Carrier "Next Generation Network" Initiatives Rarely are Easy, Often are Not Successful

It wouldn’t be unfair to note that telecom industry “next generation network” initiatives often have failed to get traction. Integrated Services Digital Network and Broadband-ISDN (now called Asynchronous Transfer Mode) provide examples.

More recently, IP Multimedia Subsystem and Rich Communications Service have been proposed as next generation network platforms. In similar fashion, network functions virtualization represents the latest carrier effort to overall the physical layer of public networks.

Although voice over LTE (VoLTE) is the largest driver for IP Multimedia Subsystem, it also presents new challenges such as a limited set of compatible handsets and a weak business case.

“It’ll be tough to justify spending capital on a new network for just voice that represents flat-to-declining revenue, requiring providers to look well beyond running voice over IMS,” says Diane Myers, Infonetics Research principal analyst for VoIP, UC, and IMS at Infonetics Research.

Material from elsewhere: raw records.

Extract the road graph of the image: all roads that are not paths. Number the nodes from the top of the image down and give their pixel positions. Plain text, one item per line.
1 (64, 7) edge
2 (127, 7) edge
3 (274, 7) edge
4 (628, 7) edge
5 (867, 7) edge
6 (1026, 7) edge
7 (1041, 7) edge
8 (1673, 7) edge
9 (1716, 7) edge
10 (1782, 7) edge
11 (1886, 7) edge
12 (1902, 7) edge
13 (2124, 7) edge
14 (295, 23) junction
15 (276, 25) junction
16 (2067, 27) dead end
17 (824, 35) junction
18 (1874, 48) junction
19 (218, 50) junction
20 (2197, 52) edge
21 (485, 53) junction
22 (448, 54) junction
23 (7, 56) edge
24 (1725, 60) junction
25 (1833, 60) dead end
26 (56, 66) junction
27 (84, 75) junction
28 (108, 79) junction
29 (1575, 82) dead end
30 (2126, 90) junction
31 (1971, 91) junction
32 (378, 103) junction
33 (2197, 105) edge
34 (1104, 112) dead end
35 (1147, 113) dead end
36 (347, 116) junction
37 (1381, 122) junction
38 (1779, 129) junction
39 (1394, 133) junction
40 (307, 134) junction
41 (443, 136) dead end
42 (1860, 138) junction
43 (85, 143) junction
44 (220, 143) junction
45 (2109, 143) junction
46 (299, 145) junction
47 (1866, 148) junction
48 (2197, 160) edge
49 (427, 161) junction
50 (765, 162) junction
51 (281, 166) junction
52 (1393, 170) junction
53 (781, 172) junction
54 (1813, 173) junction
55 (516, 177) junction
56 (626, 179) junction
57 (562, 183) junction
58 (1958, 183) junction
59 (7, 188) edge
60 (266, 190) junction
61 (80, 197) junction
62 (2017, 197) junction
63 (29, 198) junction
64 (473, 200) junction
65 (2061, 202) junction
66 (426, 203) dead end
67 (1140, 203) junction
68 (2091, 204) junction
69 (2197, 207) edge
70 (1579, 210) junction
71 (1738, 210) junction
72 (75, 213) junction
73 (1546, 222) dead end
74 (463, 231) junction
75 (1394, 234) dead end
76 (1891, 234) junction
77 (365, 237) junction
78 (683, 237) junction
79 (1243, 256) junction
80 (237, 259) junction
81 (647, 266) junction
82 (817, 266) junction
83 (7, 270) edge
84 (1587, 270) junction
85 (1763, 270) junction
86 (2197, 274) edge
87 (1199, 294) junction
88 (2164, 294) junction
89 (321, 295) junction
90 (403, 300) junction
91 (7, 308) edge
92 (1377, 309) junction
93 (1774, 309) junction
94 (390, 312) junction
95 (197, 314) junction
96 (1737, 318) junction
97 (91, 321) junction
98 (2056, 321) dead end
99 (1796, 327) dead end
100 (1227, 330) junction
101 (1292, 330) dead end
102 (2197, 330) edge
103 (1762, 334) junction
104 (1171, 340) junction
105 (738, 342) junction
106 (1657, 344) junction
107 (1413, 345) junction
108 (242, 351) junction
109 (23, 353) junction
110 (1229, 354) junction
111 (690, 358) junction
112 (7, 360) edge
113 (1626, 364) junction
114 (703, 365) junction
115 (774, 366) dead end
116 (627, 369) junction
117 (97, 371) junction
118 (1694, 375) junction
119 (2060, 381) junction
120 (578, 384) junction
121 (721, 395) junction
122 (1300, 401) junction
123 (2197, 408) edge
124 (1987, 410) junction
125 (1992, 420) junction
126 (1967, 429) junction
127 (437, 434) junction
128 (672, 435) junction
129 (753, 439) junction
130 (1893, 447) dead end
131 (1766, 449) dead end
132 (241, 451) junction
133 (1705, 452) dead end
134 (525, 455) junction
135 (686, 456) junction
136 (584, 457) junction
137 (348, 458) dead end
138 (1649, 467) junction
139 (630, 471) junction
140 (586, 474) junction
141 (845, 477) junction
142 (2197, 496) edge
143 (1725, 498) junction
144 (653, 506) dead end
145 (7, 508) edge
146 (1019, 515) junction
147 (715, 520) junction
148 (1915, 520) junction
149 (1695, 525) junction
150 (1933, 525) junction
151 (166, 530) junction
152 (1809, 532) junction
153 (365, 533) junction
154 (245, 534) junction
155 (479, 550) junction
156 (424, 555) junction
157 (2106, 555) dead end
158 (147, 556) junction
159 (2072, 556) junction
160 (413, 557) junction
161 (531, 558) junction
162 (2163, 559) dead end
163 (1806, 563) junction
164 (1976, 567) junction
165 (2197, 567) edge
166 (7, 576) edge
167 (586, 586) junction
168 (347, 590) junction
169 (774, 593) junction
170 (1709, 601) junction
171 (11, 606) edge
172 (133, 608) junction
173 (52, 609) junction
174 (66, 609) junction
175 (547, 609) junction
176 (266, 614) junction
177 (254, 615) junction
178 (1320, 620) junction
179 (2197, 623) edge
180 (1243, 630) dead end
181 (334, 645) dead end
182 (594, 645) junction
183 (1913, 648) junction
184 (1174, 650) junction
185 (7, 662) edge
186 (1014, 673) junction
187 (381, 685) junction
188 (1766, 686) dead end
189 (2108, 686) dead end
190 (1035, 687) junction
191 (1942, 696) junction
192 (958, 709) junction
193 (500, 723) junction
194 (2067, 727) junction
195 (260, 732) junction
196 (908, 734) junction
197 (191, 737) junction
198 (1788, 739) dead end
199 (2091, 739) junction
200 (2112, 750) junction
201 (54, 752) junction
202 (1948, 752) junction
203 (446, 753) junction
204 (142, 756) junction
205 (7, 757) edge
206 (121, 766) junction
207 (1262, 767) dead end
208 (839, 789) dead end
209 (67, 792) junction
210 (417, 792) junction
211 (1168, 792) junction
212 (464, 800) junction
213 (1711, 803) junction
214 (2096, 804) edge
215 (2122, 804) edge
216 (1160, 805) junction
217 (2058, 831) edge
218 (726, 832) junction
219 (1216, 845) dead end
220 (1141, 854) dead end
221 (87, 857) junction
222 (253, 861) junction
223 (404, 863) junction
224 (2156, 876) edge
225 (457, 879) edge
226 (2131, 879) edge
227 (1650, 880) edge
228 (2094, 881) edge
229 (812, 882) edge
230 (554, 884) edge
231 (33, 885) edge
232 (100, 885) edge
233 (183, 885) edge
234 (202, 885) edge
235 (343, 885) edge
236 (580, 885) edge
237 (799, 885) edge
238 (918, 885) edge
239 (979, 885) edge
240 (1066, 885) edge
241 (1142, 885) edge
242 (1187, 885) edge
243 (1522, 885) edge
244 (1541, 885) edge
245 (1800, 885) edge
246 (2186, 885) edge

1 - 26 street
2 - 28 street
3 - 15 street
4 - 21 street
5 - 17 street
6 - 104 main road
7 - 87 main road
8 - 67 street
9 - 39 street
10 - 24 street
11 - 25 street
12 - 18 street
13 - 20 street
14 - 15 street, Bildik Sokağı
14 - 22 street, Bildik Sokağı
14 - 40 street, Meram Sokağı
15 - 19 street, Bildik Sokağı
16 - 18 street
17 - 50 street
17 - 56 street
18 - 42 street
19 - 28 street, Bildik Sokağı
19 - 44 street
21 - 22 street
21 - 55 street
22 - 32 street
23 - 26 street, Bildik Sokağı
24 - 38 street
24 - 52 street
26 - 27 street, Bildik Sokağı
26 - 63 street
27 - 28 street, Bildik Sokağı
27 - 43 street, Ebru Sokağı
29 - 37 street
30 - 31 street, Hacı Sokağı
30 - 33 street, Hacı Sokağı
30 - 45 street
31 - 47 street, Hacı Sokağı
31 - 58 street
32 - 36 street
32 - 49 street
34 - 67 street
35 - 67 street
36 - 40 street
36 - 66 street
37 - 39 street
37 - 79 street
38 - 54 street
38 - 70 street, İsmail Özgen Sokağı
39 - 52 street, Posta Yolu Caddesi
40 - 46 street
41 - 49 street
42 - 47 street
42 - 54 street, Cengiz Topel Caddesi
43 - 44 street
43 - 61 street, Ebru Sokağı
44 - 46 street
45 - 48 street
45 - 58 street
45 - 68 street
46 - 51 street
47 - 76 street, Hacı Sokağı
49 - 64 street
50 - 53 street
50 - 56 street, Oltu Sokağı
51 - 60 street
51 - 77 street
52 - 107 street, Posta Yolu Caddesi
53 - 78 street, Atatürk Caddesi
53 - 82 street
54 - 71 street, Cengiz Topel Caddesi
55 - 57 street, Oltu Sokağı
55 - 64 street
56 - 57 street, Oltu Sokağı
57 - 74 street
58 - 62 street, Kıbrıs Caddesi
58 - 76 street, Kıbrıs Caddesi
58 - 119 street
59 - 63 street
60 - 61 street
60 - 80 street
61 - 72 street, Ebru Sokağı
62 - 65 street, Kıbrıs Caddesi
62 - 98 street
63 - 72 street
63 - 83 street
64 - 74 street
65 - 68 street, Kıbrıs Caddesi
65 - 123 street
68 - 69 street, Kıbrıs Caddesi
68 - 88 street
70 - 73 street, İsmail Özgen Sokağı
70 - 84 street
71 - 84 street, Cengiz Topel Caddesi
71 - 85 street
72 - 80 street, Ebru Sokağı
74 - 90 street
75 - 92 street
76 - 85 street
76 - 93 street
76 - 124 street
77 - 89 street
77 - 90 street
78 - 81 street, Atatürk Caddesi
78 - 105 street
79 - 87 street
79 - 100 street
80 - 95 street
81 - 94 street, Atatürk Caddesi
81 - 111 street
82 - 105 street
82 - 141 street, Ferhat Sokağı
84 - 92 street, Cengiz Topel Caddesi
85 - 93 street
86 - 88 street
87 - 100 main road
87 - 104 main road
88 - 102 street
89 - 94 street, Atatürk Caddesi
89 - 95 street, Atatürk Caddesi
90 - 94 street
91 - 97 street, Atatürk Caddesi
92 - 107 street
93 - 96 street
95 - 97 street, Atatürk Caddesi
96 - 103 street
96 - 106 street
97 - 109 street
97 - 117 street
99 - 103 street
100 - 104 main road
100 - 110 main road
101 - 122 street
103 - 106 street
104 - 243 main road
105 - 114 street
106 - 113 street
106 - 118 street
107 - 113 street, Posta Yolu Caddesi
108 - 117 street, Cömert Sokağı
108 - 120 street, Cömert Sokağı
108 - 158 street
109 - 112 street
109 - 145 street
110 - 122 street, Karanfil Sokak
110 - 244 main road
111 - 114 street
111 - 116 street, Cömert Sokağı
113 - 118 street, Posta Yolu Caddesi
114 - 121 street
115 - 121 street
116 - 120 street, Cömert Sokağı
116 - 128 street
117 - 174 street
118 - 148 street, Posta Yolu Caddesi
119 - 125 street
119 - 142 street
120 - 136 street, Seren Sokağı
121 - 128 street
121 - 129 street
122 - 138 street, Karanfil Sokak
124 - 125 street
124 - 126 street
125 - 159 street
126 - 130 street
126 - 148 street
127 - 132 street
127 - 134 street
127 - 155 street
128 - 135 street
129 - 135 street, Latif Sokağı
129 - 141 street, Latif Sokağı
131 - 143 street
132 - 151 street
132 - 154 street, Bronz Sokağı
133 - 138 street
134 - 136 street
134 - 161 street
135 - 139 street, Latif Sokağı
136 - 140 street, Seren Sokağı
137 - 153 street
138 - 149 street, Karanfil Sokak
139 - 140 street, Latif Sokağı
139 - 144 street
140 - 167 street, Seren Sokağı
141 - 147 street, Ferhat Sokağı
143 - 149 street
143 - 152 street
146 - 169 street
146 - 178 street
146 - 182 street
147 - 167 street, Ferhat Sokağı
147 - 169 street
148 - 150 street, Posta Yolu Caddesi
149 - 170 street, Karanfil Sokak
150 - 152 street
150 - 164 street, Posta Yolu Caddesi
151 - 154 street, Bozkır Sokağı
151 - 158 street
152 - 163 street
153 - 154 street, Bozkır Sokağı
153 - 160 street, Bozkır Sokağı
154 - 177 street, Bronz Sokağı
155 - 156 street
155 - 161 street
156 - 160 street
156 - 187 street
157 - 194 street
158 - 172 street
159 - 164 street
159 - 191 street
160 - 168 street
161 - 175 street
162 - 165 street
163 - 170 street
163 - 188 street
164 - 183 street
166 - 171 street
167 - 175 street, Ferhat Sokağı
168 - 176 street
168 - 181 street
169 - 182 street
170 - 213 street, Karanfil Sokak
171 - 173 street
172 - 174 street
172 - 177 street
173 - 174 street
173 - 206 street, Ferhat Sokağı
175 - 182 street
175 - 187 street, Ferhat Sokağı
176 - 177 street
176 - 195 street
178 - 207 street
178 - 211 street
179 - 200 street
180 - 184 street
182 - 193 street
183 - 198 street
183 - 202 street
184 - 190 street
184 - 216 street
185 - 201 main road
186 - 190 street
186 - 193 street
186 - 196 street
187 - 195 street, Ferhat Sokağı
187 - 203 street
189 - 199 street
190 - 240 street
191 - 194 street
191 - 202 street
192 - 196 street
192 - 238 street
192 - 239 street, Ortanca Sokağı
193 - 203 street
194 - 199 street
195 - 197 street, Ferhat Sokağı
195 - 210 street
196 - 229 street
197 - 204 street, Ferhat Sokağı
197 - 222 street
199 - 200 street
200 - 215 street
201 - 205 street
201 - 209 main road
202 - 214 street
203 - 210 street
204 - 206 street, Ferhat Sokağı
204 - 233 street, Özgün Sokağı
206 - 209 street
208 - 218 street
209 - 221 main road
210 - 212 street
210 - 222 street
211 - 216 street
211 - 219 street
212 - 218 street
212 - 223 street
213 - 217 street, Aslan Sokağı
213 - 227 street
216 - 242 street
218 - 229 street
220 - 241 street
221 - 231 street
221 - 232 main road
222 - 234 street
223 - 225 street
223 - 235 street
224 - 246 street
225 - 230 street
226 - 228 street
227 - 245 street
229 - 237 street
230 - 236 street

“VoLTE rollouts are taking off, but “There is no business case,” at least yet, for voice over Long Term Evolution, says Stéphane Téral, Infonetics Research principal analyst.

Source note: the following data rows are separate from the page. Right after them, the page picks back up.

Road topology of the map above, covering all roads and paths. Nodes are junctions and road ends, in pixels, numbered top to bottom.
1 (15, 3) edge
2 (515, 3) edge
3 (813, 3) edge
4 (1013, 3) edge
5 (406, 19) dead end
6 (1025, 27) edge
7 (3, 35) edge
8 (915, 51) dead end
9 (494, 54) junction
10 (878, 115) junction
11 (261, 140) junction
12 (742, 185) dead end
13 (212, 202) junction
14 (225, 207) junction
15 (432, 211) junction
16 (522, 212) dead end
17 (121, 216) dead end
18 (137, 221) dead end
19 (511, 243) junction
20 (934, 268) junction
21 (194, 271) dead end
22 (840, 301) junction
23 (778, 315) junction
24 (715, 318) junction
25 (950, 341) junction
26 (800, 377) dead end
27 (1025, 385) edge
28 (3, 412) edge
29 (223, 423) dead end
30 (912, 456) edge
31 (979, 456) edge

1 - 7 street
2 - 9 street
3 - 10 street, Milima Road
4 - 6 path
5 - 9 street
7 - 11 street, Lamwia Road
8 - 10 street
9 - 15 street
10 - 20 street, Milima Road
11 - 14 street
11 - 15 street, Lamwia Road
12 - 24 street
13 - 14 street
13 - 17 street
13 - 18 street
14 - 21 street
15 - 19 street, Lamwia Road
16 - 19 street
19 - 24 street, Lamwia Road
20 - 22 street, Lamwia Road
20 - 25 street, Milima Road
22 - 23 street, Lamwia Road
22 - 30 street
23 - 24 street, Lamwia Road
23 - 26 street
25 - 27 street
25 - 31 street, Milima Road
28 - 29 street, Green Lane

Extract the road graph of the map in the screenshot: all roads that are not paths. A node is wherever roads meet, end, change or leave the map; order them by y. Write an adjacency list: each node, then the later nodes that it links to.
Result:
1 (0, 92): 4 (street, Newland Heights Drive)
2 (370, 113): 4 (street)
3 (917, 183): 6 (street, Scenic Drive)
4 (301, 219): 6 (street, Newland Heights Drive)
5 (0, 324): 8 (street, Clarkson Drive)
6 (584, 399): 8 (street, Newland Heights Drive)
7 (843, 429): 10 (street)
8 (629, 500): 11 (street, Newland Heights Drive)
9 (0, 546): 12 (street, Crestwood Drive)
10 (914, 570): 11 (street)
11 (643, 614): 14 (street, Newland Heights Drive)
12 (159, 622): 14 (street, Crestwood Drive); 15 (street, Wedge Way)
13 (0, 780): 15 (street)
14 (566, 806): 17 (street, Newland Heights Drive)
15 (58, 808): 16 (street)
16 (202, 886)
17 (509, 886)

To be sure, that could change over time, and some might argue that high-definition voice services already operating on over 100 global GSM networks do have a business case, mainly related to boosting the value of carrier voice services, and thereby stemming churn.

Myers also notes that “most providers in this space are making very little money per user, an unsustainable business model for many independent companies”

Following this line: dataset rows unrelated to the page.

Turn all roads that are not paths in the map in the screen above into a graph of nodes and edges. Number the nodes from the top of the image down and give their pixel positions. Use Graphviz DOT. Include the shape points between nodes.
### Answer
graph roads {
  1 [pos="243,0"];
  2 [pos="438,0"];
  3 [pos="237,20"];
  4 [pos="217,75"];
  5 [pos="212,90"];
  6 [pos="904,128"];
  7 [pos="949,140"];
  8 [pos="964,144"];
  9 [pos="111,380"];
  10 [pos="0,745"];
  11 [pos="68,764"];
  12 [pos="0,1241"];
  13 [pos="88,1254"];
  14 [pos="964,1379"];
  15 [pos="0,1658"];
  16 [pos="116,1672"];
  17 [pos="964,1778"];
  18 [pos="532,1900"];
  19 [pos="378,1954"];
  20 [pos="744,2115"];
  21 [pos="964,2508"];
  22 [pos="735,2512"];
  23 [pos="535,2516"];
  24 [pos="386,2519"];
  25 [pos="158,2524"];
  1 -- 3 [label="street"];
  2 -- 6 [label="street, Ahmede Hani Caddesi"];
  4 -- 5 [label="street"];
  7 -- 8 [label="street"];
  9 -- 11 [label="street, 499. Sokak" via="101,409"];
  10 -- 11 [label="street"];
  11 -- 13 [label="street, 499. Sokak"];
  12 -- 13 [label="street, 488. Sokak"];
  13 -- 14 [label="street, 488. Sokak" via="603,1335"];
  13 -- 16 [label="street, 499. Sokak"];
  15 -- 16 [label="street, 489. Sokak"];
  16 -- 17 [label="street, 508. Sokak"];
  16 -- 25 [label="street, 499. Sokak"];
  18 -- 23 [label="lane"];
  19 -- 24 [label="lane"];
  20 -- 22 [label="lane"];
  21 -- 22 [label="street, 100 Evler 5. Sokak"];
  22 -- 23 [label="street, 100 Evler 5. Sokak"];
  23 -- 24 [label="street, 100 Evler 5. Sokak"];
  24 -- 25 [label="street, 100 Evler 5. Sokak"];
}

Some 83 percent of carriers surveyed by Infonetics say they will deploy voice over LTE (VoLTE) by 2016, up from three percent today. Supporters say the value will come as VoLTE will enable converged services over multiple access networks and devices.

How much that might happen, and whether the benefits are largely found in new revenue, avoided churn or some other value, is as yet a bit unclear.

Fixed-line voice over IP service continues to represent the majority of IMS deployments, with 100 percent of survey respondents planning to have business and/or residential VoIP services running over IMS by 2016.